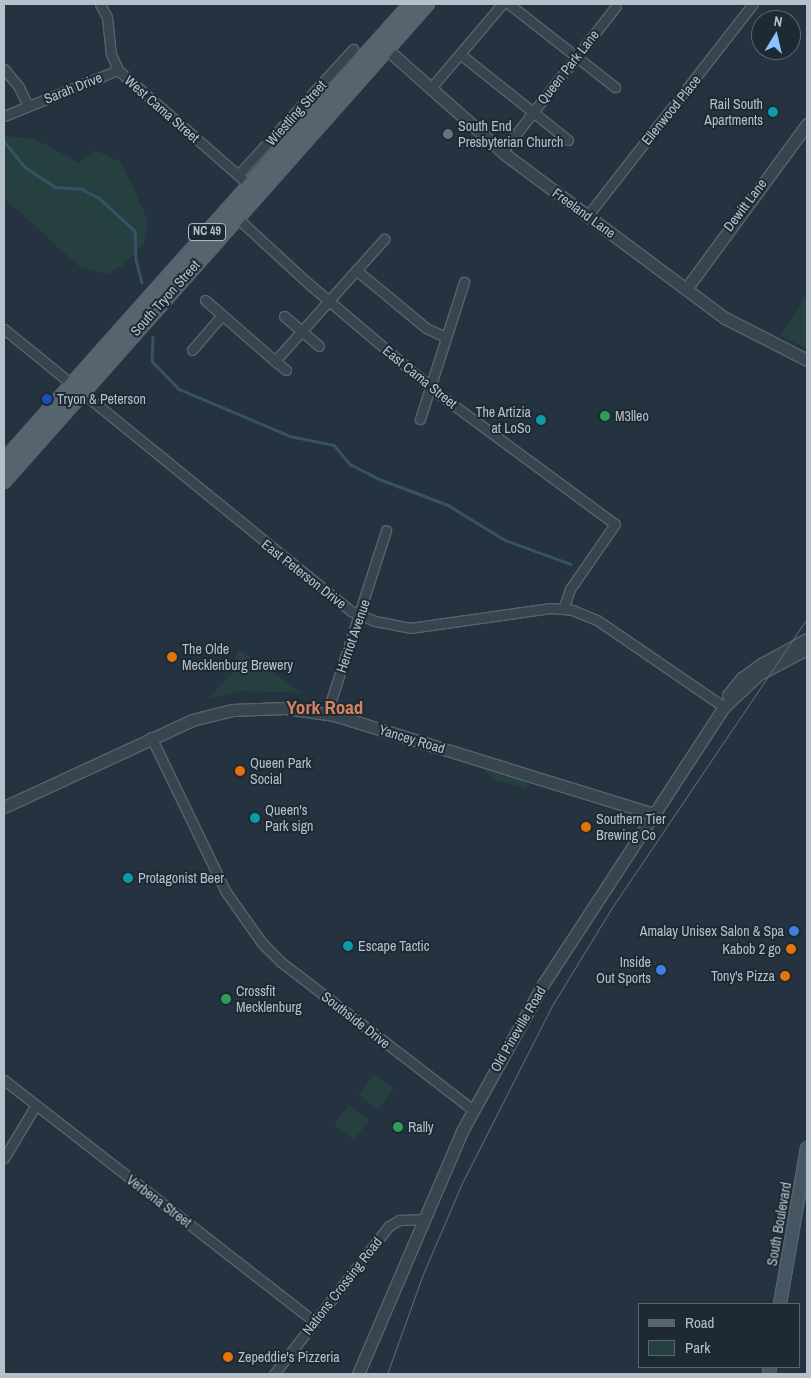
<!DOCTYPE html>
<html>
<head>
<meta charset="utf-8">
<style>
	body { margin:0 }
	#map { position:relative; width:811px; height:1378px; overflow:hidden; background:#24333f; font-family:"Archivo Narrow",sans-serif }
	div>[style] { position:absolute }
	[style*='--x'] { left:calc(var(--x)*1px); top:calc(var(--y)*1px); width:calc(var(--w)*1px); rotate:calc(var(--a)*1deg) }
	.green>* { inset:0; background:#26403f; transform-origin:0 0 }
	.stream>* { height:2.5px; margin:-1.25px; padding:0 1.25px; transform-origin:1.25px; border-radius:1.25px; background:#375266 }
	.roads { filter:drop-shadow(1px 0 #56636d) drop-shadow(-1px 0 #56636d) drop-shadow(0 1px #56636d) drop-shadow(0 -1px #56636d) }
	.minor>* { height:9px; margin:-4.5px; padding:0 4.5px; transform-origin:4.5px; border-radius:4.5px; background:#38454f }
	.tertiary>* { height:11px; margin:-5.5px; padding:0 5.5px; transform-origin:5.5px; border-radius:5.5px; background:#38454f }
	.secondary>* { height:12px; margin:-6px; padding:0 6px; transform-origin:6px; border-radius:6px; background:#465562 }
	.primary>* { height:14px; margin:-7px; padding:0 7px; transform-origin:7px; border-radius:7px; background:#56646f }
	.tram>* { height:1px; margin:-0.5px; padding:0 0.5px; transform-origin:0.5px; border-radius:0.5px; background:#5a6a76 }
	.dots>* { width:14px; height:14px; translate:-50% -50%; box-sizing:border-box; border:2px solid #1d2a34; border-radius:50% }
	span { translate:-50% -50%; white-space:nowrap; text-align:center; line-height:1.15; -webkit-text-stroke:4px #1d2a34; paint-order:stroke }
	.shield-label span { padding:1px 4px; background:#1d2a34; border:1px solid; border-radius:4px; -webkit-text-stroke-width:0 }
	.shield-label { font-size:12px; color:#b4c0ca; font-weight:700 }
	.street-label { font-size:14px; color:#b4c0ca }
	.poi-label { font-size:14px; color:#b4c0ca }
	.right { translate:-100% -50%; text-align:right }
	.left { translate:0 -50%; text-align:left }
	.district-label { font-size:19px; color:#d78362; font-weight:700 }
	.frame { position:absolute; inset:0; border:5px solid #b4c0ca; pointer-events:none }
	.legend { position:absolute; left:638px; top:1303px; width:162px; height:65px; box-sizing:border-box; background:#1d2a34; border:1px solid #596670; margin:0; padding:6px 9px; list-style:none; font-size:15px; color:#b4c0ca }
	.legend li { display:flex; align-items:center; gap:10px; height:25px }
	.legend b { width:25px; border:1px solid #596670 }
	.north { position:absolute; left:751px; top:10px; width:50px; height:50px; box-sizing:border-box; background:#1d2a34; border:1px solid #596670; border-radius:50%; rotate:9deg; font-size:14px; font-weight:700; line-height:20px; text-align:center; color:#b4c0ca }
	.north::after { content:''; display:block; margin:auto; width:18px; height:22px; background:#89c5fa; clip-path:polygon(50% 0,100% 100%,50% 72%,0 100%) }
</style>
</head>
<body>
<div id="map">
	<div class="green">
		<div style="clip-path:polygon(4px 136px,35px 139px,79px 163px,95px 150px,121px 162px,148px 220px,144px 244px,123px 265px,107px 274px,81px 268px,4px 198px)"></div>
		<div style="clip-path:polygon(807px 293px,807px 349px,781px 336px)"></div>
		<div style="clip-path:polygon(238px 649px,303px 693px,243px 691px,206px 700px,232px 673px)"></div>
		<div style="clip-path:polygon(489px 769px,527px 781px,527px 789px,493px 779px,485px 771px)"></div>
		<div style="left:374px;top:1074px;width:25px;height:26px;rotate:37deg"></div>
		<div style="left:349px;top:1105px;width:25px;height:25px;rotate:37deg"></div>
	</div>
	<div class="stream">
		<div style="--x:4;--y:141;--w:33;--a:51"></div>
		<div style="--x:25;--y:167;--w:37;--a:33"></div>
		<div style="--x:56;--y:187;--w:26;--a:4"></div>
		<div style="--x:82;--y:189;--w:19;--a:28"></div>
		<div style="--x:99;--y:198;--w:49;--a:42.5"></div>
		<div style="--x:135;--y:231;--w:29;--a:88"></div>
		<div style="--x:136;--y:260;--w:23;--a:75"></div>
		<div style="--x:153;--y:337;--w:24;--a:92"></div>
		<div style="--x:152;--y:361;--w:39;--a:46"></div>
		<div style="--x:179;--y:389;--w:121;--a:22.9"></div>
		<div style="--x:290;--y:436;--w:45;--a:11.6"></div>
		<div style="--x:334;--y:445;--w:25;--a:50"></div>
		<div style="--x:350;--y:464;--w:36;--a:27"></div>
		<div style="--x:382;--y:480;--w:71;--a:20.7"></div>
		<div style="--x:448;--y:505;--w:67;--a:31.6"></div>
		<div style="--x:505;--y:540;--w:70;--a:20"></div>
	</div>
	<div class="roads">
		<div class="minor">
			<div style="--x:100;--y:4;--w:15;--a:62"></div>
			<div style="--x:107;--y:17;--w:37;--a:84"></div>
			<div style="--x:111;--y:54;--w:17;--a:66"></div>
			<div style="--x:118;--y:70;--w:179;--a:41.2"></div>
			<div style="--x:509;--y:4;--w:135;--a:38.1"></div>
			<div style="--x:460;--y:54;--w:138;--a:38.5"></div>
			<div style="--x:4;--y:69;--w:23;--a:50"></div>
			<div style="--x:19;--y:87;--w:21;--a:65"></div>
			<div style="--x:430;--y:89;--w:111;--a:-49.7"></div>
			<div style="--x:4;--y:116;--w:123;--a:-22"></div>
			<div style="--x:502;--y:152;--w:185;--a:-52"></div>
			<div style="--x:238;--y:175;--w:171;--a:-47.6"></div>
			<div style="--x:588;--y:215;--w:268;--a:-52"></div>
			<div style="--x:235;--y:216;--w:100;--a:42.6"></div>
			<div style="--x:309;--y:284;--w:172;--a:40.3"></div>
			<div style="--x:440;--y:395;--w:217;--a:36.4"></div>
			<div style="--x:615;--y:524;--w:79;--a:124.7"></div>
			<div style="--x:570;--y:589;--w:21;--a:109"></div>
			<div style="--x:356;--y:270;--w:91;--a:39.6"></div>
			<div style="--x:426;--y:328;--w:21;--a:25"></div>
			<div style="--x:205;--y:300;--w:93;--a:41.1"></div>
			<div style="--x:284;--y:316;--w:46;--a:40.6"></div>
			<div style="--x:4;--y:329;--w:447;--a:39.1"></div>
			<div style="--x:351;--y:611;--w:26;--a:23"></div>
			<div style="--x:375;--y:621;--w:36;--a:11"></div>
			<div style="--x:410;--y:628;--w:142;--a:-8.1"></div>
			<div style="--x:551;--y:608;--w:21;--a:5"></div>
			<div style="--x:572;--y:610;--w:27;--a:22"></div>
			<div style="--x:597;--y:620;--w:154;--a:34.4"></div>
			<div style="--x:192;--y:350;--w:46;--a:-49.4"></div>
			<div style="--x:286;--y:370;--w:14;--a:-141"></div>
			<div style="--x:275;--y:361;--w:164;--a:-48.2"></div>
			<div style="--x:420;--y:419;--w:144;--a:-72.2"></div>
			<div style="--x:327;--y:713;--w:192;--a:-72.1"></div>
			<div style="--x:151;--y:737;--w:172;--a:64.2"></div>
			<div style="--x:226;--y:892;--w:62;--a:54.8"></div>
			<div style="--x:262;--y:943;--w:27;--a:45"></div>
			<div style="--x:281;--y:962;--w:242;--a:37.6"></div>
			<div style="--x:4;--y:1080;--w:394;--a:37.9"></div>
			<div style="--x:4;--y:1158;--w:62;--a:-58.9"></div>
			<div style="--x:274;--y:1374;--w:187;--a:-52.2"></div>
			<div style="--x:389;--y:1226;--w:12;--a:-31"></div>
			<div style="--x:399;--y:1220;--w:24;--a:-2"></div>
		</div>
		<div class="tertiary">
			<div style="--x:381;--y:44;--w:167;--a:41.6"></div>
			<div style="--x:506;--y:155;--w:273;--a:36.7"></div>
			<div style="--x:725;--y:318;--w:92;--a:27.1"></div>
			<div style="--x:686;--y:289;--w:205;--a:-53.7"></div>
			<div style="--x:728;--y:695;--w:22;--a:-51"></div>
			<div style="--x:742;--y:678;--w:26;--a:-36"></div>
			<div style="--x:763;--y:663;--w:50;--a:-28.6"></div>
			<div style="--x:4;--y:807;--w:207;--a:-24.8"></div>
			<div style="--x:192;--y:720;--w:41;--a:-14"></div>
			<div style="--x:232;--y:710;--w:53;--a:-2.2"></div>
			<div style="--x:285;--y:708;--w:49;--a:8.1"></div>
			<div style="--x:334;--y:715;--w:334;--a:17.2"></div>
			<div style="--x:358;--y:1374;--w:264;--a:-66.8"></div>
			<div style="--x:462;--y:1131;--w:166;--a:-61.1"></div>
			<div style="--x:542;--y:986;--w:333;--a:-56.9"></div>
			<div style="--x:724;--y:707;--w:48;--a:-43.3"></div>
			<div style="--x:759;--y:674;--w:54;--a:-27.5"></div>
		</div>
		<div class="secondary">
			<div style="--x:780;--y:1304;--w:158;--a:-80.2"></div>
			<div style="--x:769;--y:1374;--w:7;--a:-82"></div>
		</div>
		<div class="primary">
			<div style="--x:4;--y:461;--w:612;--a:-48.31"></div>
			<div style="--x:4;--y:481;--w:638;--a:-48.43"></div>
		</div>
	</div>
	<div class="tram">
		<div style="--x:387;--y:1374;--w:106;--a:-70.2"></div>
		<div style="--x:423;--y:1274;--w:99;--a:-66.8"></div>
		<div style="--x:462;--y:1183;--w:201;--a:-63.1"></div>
		<div style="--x:553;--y:1004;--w:111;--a:-58.6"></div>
		<div style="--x:611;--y:909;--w:351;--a:-56"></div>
	</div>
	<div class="dots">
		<div style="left:773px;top:112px;background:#0f9aa8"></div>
		<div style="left:448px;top:134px;background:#6b7280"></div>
		<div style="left:47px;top:399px;background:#1a4fb4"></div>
		<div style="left:605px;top:416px;background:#2e9e5b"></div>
		<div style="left:541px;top:420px;background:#0f9aa8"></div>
		<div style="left:172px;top:657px;background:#e8710a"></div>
		<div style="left:240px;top:771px;background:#e8710a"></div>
		<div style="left:255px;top:818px;background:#0f9aa8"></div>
		<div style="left:586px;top:827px;background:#e8710a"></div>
		<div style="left:128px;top:878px;background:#0f9aa8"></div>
		<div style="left:794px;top:931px;background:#3f7fe0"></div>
		<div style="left:348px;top:946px;background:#0f9aa8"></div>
		<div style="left:791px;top:949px;background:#e8710a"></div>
		<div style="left:661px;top:970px;background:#3f7fe0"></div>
		<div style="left:785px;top:976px;background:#e8710a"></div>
		<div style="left:226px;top:999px;background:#2e9e5b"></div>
		<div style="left:398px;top:1127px;background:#2e9e5b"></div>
		<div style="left:228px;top:1357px;background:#e8710a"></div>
	</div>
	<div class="shield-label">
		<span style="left:207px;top:232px">NC 49</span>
	</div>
	<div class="street-label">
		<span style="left:568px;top:67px;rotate:-52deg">Queen Park Lane</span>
		<span style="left:73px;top:88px;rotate:-22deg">Sarah Drive</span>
		<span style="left:162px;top:109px;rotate:41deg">West Cama Street</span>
		<span style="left:671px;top:110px;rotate:-51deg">Ellenwood Place</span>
		<span style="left:296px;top:113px;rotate:-48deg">Wiestling Street</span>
		<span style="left:745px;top:205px;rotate:-53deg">Dewitt Lane</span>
		<span style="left:584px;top:213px;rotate:36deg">Freeland Lane</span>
		<span style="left:165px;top:298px;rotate:-48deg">South Tryon Street</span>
		<span style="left:420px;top:377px;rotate:39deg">East Cama Street</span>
		<span style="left:304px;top:574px;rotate:38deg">East Peterson Drive</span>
		<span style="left:353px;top:636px;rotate:-71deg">Herriot Avenue</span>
		<span style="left:412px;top:739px;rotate:17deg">Yancey Road</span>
		<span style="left:356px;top:1020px;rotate:38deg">Southside Drive</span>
		<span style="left:518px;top:1029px;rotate:-60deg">Old Pineville Road</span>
		<span style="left:159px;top:1201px;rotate:37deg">Verbena Street</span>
		<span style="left:779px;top:1224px;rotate:-80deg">South Boulevard</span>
		<span style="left:342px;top:1286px;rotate:-52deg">Nations Crossing Road</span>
	</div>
	<div class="poi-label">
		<span class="right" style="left:763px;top:112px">Rail South<br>Apartments</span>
		<span class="left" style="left:458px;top:134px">South End<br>Presbyterian Church</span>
		<span class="left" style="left:57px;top:399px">Tryon &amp; Peterson</span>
		<span class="right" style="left:531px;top:420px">The Artizia<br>at LoSo</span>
		<span class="left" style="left:615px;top:416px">M3lleo</span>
		<span class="left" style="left:182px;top:657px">The Olde<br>Mecklenburg Brewery</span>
		<span class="left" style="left:250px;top:771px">Queen Park<br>Social</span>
		<span class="left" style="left:265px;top:818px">Queen's<br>Park sign</span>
		<span class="left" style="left:596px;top:827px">Southern Tier<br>Brewing Co</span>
		<span class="left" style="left:138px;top:878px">Protagonist Beer</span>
		<span class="right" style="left:784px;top:931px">Amalay Unisex Salon &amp; Spa</span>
		<span class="left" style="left:358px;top:946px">Escape Tactic</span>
		<span class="right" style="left:781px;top:949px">Kabob 2 go</span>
		<span class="right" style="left:651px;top:970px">Inside<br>Out Sports</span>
		<span class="right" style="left:775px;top:976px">Tony's Pizza</span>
		<span class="left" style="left:236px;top:999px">Crossfit<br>Mecklenburg</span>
		<span class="left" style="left:408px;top:1127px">Rally</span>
		<span class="left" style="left:238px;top:1357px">Zepeddie's Pizzeria</span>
	</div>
	<div class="district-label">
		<span style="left:325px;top:708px">York Road</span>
	</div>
	<div class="frame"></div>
	<ul class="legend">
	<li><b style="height:6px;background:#56646f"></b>Road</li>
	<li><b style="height:14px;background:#26403f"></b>Park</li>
	</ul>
	<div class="north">N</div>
</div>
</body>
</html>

_Task requirements_
Copy out each line from the preceding entries that mentions the word "stroke".

_Output of the exercise_
	span { translate:-50% -50%; white-space:nowrap; text-align:center; line-height:1.15; -webkit-text-stroke:4px #1d2a34; paint-order:stroke }
	.shield-label span { padding:1px 4px; background:#1d2a34; border:1px solid; border-radius:4px; -webkit-text-stroke-width:0 }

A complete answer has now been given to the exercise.